─── Supplied material

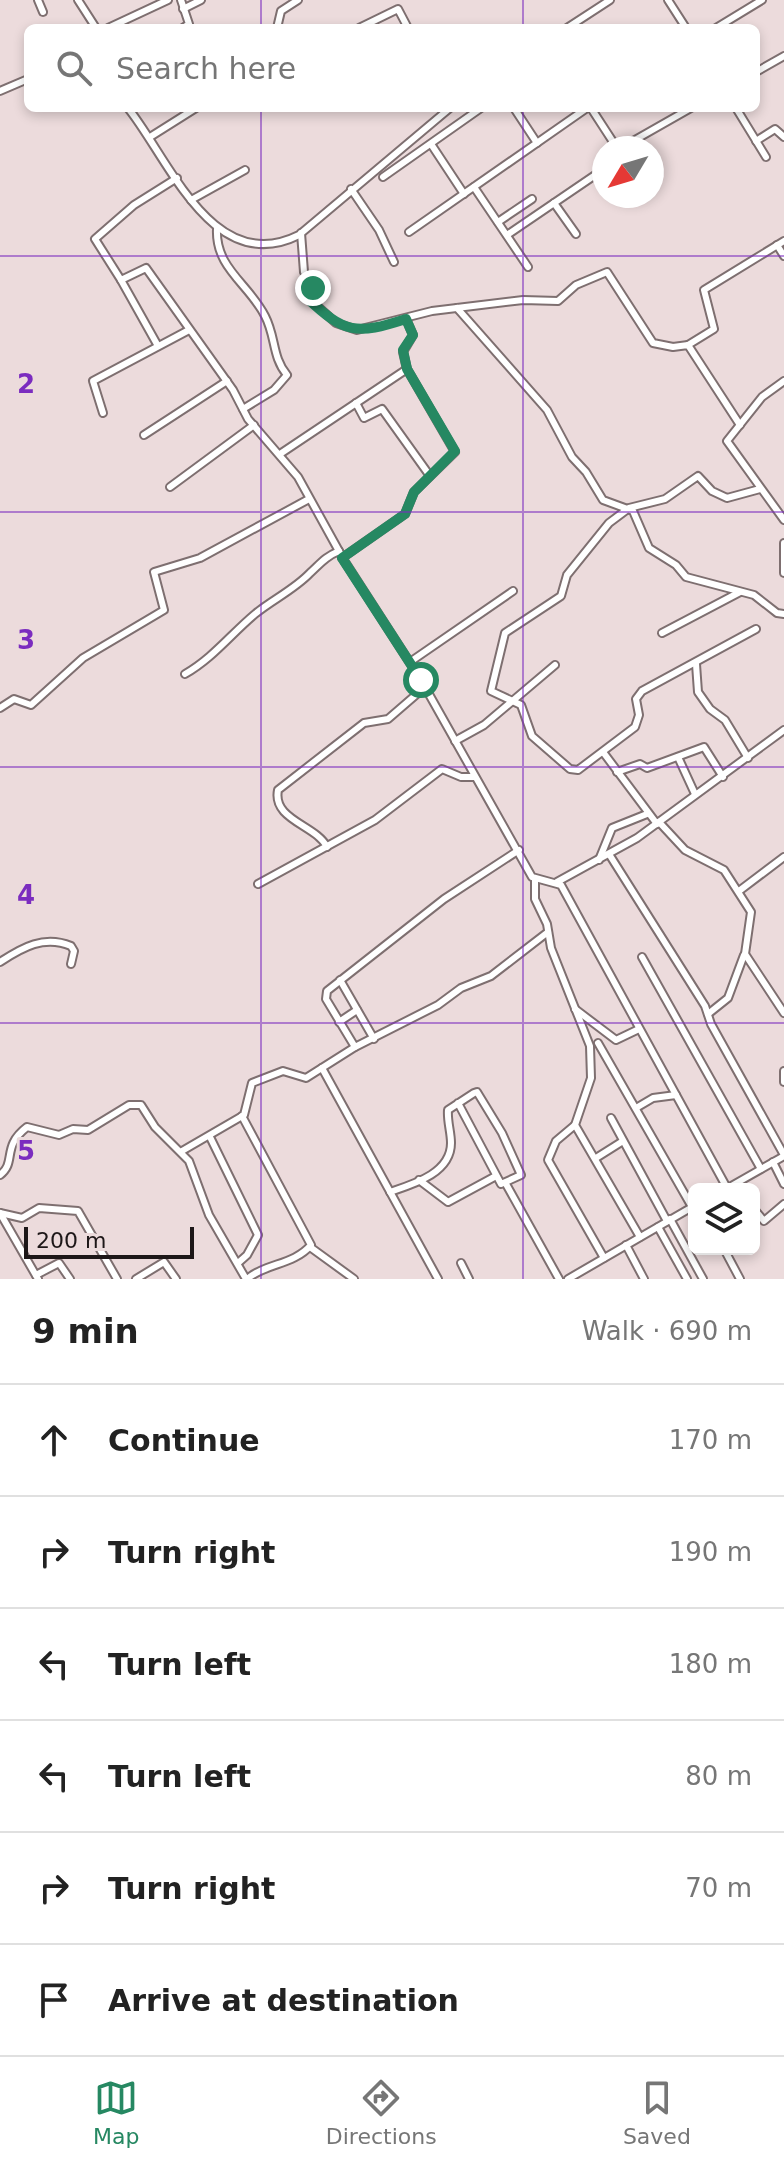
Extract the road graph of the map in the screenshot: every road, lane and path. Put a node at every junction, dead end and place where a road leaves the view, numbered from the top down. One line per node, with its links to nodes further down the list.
1 (38, 0): 13 (street)
2 (78, 0): 14 (street)
3 (168, 0): 15 (street)
4 (181, 0): 11 (street)
5 (201, 0): 11 (street)
6 (298, 0): 17 (street)
7 (393, 0): 12 (street)
8 (610, 0): 20 (street)
9 (668, 0): 21 (street)
10 (762, 0): 22 (street)
11 (183, 9): 16 (street)
12 (398, 9): 18 (street); 19 (street)
13 (43, 12)
14 (93, 24)
15 (117, 24)
16 (189, 24)
17 (278, 24)
18 (367, 24)
19 (406, 24)
20 (573, 24)
21 (683, 24)
22 (723, 24)
23 (784, 56): 24 (street)
24 (760, 70)
25 (24, 81): 26 (street)
26 (0, 91)
27 (131, 112): 38 (street)
28 (190, 112): 38 (street)
29 (445, 112): 49 (street)
30 (475, 112): 42 (street)
31 (517, 112): 41 (street)
32 (583, 112): 41 (street)
33 (592, 112): 36 (street)
34 (684, 112): 37 (street)
35 (738, 112): 40 (street)
36 (609, 136)
37 (642, 136)
38 (150, 137): 47 (street)
39 (784, 137): 40 (street)
40 (756, 141): 43 (street)
41 (537, 143): 48 (street)
42 (431, 144): 45 (street); 50 (street)
43 (766, 157)
44 (245, 170): 52 (street)
45 (383, 177)
46 (592, 177): 53 (street)
47 (177, 178): 52 (street); 64 (street)
48 (474, 187): 50 (street); 54 (street)
49 (351, 189): 57 (street); 62 (street)
50 (464, 194): 56 (street)
51 (532, 199): 54 (street)
52 (191, 200): 55 (street)
53 (554, 203): 58 (street); 59 (street)
54 (498, 222): 59 (street)
55 (217, 229): 57 (street); 74 (street)
56 (409, 232)
57 (301, 233): 66 (street)
58 (576, 234)
59 (507, 235): 63 (street)
60 (780, 243): 61 (street); 68 (street)
61 (784, 256)
62 (394, 262)
63 (528, 267)
64 (121, 280): 67 (street); 69 (street)
65 (457, 308): 66 (street); 68 (street); 84 (street)
66 (406, 319): 70 (street)
67 (189, 330): 69 (street); 71 (street)
68 (688, 345): 77 (street)
69 (158, 346): 75 (street)
70 (407, 369): 73 (street); 80 (street)
71 (227, 381): 74 (street); 78 (street)
72 (784, 381): 77 (street)
73 (356, 403): 79 (street); 80 (street)
74 (243, 409): 76 (street)
75 (103, 413)
76 (254, 425): 79 (street); 81 (street)
77 (740, 425): 82 (street)
78 (144, 435)
79 (280, 454): 83 (street)
80 (430, 476): 87 (street)
81 (170, 487)
82 (760, 489): 84 (street); 85 (street)
83 (309, 499): 87 (street); 100 (street)
84 (629, 508): 90 (street); 99 (street)
85 (784, 520)
86 (784, 543): 88 (street)
87 (340, 554): 94 (street); 97 (street)
88 (784, 573)
89 (513, 591): 94 (street)
90 (741, 592): 91 (street); 93 (street)
91 (784, 614)
92 (756, 629): 95 (street)
93 (662, 633)
94 (410, 662): 98 (street)
95 (696, 664): 103 (street); 105 (street)
96 (555, 665): 99 (street)
97 (185, 674)
98 (425, 687): 102 (street); 112 (street)
99 (509, 701): 102 (street); 103 (street)
100 (0, 708)
101 (784, 730): 105 (street)
102 (455, 741): 107 (street)
103 (603, 752): 106 (street)
104 (678, 757): 106 (street); 108 (street); 109 (street)
105 (748, 758): 108 (street)
106 (617, 772): 110 (street)
107 (475, 777): 112 (street); 113 (street)
108 (723, 777): 109 (street)
109 (695, 794): 111 (street)
110 (647, 814): 111 (street); 116 (street)
111 (658, 823): 114 (street); 120 (street)
112 (327, 847): 119 (street)
113 (519, 850): 117 (street); 126 (street)
114 (609, 854): 116 (street); 130 (street)
115 (784, 857): 120 (street)
116 (599, 860): 118 (street)
117 (535, 879): 118 (street); 121 (street)
118 (557, 882): 132 (street)
119 (258, 884)
120 (739, 891): 122 (street)
121 (548, 932): 127 (street); 134 (street)
122 (745, 954): 129 (street); 130 (street)
123 (642, 957): 153 (street)
124 (0, 962): 125 (street)
125 (71, 964)
126 (340, 980): 128 (street); 131 (street)
127 (575, 1009): 133 (street); 137 (street)
128 (357, 1010): 131 (street); 134 (street)
129 (784, 1013)
130 (708, 1014): 150 (street)
131 (339, 1022): 136 (street)
132 (639, 1029): 133 (street); 141 (street)
133 (607, 1032): 135 (street)
134 (374, 1039): 136 (street)
135 (598, 1043): 137 (street); 143 (street)
136 (355, 1047): 138 (street)
137 (591, 1053): 146 (street)
138 (322, 1068): 144 (street); 162 (street)
139 (784, 1071): 140 (street)
140 (784, 1082)
141 (676, 1095): 143 (street); 158 (street)
142 (458, 1103): 155 (street); 156 (street); 160 (street)
143 (636, 1108): 163 (street)
144 (242, 1116): 147 (street); 172 (street)
145 (611, 1118): 148 (street)
146 (575, 1125): 151 (street); 174 (street)
147 (210, 1137): 149 (street); 175 (street)
148 (623, 1141): 151 (street); 167 (street)
149 (182, 1151): 154 (street); 175 (street)
150 (784, 1156): 152 (street)
151 (596, 1158): 170 (street)
152 (773, 1162): 153 (street); 161 (street)
153 (761, 1169): 157 (street)
154 (0, 1175)
155 (496, 1176): 156 (street); 160 (street)
156 (419, 1180): 162 (street)
157 (740, 1181): 159 (street)
158 (723, 1183)
159 (736, 1183)
160 (506, 1184): 186 (street)
161 (784, 1184)
162 (390, 1192): 184 (street)
163 (688, 1197)
164 (784, 1204): 166 (street)
165 (688, 1209): 167 (street)
166 (760, 1216)
167 (669, 1220): 169 (street); 190 (street)
168 (2, 1222): 177 (street); 179 (street)
169 (658, 1227): 170 (street); 189 (street)
170 (640, 1237): 171 (street)
171 (626, 1245): 174 (street); 188 (street)
172 (310, 1247): 182 (street); 183 (street)
173 (727, 1255): 191 (street)
174 (604, 1258): 187 (street)
175 (238, 1263): 182 (street)
176 (461, 1263): 185 (street)
177 (37, 1277): 178 (street)
178 (70, 1279)
179 (117, 1279)
180 (136, 1279): 181 (street)
181 (176, 1279)
182 (247, 1279)
183 (354, 1279)
184 (438, 1279)
185 (469, 1279)
186 (559, 1279)
187 (568, 1279)
188 (644, 1279)
189 (687, 1279)
190 (703, 1279)
191 (740, 1279)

──────

## Your task
Return the lines of the data above in full and exactly, with no pictures.

## Exercise output
Extract the road graph of the map in the screenshot: every road, lane and path. Put a node at every junction, dead end and place where a road leaves the view, numbered from the top down. One line per node, with its links to nodes further down the list.
1 (38, 0): 13 (street)
2 (78, 0): 14 (street)
3 (168, 0): 15 (street)
4 (181, 0): 11 (street)
5 (201, 0): 11 (street)
6 (298, 0): 17 (street)
7 (393, 0): 12 (street)
8 (610, 0): 20 (street)
9 (668, 0): 21 (street)
10 (762, 0): 22 (street)
11 (183, 9): 16 (street)
12 (398, 9): 18 (street); 19 (street)
13 (43, 12)
14 (93, 24)
15 (117, 24)
16 (189, 24)
17 (278, 24)
18 (367, 24)
19 (406, 24)
20 (573, 24)
21 (683, 24)
22 (723, 24)
23 (784, 56): 24 (street)
24 (760, 70)
25 (24, 81): 26 (street)
26 (0, 91)
27 (131, 112): 38 (street)
28 (190, 112): 38 (street)
29 (445, 112): 49 (street)
30 (475, 112): 42 (street)
31 (517, 112): 41 (street)
32 (583, 112): 41 (street)
33 (592, 112): 36 (street)
34 (684, 112): 37 (street)
35 (738, 112): 40 (street)
36 (609, 136)
37 (642, 136)
38 (150, 137): 47 (street)
39 (784, 137): 40 (street)
40 (756, 141): 43 (street)
41 (537, 143): 48 (street)
42 (431, 144): 45 (street); 50 (street)
43 (766, 157)
44 (245, 170): 52 (street)
45 (383, 177)
46 (592, 177): 53 (street)
47 (177, 178): 52 (street); 64 (street)
48 (474, 187): 50 (street); 54 (street)
49 (351, 189): 57 (street); 62 (street)
50 (464, 194): 56 (street)
51 (532, 199): 54 (street)
52 (191, 200): 55 (street)
53 (554, 203): 58 (street); 59 (street)
54 (498, 222): 59 (street)
55 (217, 229): 57 (street); 74 (street)
56 (409, 232)
57 (301, 233): 66 (street)
58 (576, 234)
59 (507, 235): 63 (street)
60 (780, 243): 61 (street); 68 (street)
61 (784, 256)
62 (394, 262)
63 (528, 267)
64 (121, 280): 67 (street); 69 (street)
65 (457, 308): 66 (street); 68 (street); 84 (street)
66 (406, 319): 70 (street)
67 (189, 330): 69 (street); 71 (street)
68 (688, 345): 77 (street)
69 (158, 346): 75 (street)
70 (407, 369): 73 (street); 80 (street)
71 (227, 381): 74 (street); 78 (street)
72 (784, 381): 77 (street)
73 (356, 403): 79 (street); 80 (street)
74 (243, 409): 76 (street)
75 (103, 413)
76 (254, 425): 79 (street); 81 (street)
77 (740, 425): 82 (street)
78 (144, 435)
79 (280, 454): 83 (street)
80 (430, 476): 87 (street)
81 (170, 487)
82 (760, 489): 84 (street); 85 (street)
83 (309, 499): 87 (street); 100 (street)
84 (629, 508): 90 (street); 99 (street)
85 (784, 520)
86 (784, 543): 88 (street)
87 (340, 554): 94 (street); 97 (street)
88 (784, 573)
89 (513, 591): 94 (street)
90 (741, 592): 91 (street); 93 (street)
91 (784, 614)
92 (756, 629): 95 (street)
93 (662, 633)
94 (410, 662): 98 (street)
95 (696, 664): 103 (street); 105 (street)
96 (555, 665): 99 (street)
97 (185, 674)
98 (425, 687): 102 (street); 112 (street)
99 (509, 701): 102 (street); 103 (street)
100 (0, 708)
101 (784, 730): 105 (street)
102 (455, 741): 107 (street)
103 (603, 752): 106 (street)
104 (678, 757): 106 (street); 108 (street); 109 (street)
105 (748, 758): 108 (street)
106 (617, 772): 110 (street)
107 (475, 777): 112 (street); 113 (street)
108 (723, 777): 109 (street)
109 (695, 794): 111 (street)
110 (647, 814): 111 (street); 116 (street)
111 (658, 823): 114 (street); 120 (street)
112 (327, 847): 119 (street)
113 (519, 850): 117 (street); 126 (street)
114 (609, 854): 116 (street); 130 (street)
115 (784, 857): 120 (street)
116 (599, 860): 118 (street)
117 (535, 879): 118 (street); 121 (street)
118 (557, 882): 132 (street)
119 (258, 884)
120 (739, 891): 122 (street)
121 (548, 932): 127 (street); 134 (street)
122 (745, 954): 129 (street); 130 (street)
123 (642, 957): 153 (street)
124 (0, 962): 125 (street)
125 (71, 964)
126 (340, 980): 128 (street); 131 (street)
127 (575, 1009): 133 (street); 137 (street)
128 (357, 1010): 131 (street); 134 (street)
129 (784, 1013)
130 (708, 1014): 150 (street)
131 (339, 1022): 136 (street)
132 (639, 1029): 133 (street); 141 (street)
133 (607, 1032): 135 (street)
134 (374, 1039): 136 (street)
135 (598, 1043): 137 (street); 143 (street)
136 (355, 1047): 138 (street)
137 (591, 1053): 146 (street)
138 (322, 1068): 144 (street); 162 (street)
139 (784, 1071): 140 (street)
140 (784, 1082)
141 (676, 1095): 143 (street); 158 (street)
142 (458, 1103): 155 (street); 156 (street); 160 (street)
143 (636, 1108): 163 (street)
144 (242, 1116): 147 (street); 172 (street)
145 (611, 1118): 148 (street)
146 (575, 1125): 151 (street); 174 (street)
147 (210, 1137): 149 (street); 175 (street)
148 (623, 1141): 151 (street); 167 (street)
149 (182, 1151): 154 (street); 175 (street)
150 (784, 1156): 152 (street)
151 (596, 1158): 170 (street)
152 (773, 1162): 153 (street); 161 (street)
153 (761, 1169): 157 (street)
154 (0, 1175)
155 (496, 1176): 156 (street); 160 (street)
156 (419, 1180): 162 (street)
157 (740, 1181): 159 (street)
158 (723, 1183)
159 (736, 1183)
160 (506, 1184): 186 (street)
161 (784, 1184)
162 (390, 1192): 184 (street)
163 (688, 1197)
164 (784, 1204): 166 (street)
165 (688, 1209): 167 (street)
166 (760, 1216)
167 (669, 1220): 169 (street); 190 (street)
168 (2, 1222): 177 (street); 179 (street)
169 (658, 1227): 170 (street); 189 (street)
170 (640, 1237): 171 (street)
171 (626, 1245): 174 (street); 188 (street)
172 (310, 1247): 182 (street); 183 (street)
173 (727, 1255): 191 (street)
174 (604, 1258): 187 (street)
175 (238, 1263): 182 (street)
176 (461, 1263): 185 (street)
177 (37, 1277): 178 (street)
178 (70, 1279)
179 (117, 1279)
180 (136, 1279): 181 (street)
181 (176, 1279)
182 (247, 1279)
183 (354, 1279)
184 (438, 1279)
185 (469, 1279)
186 (559, 1279)
187 (568, 1279)
188 (644, 1279)
189 (687, 1279)
190 (703, 1279)
191 (740, 1279)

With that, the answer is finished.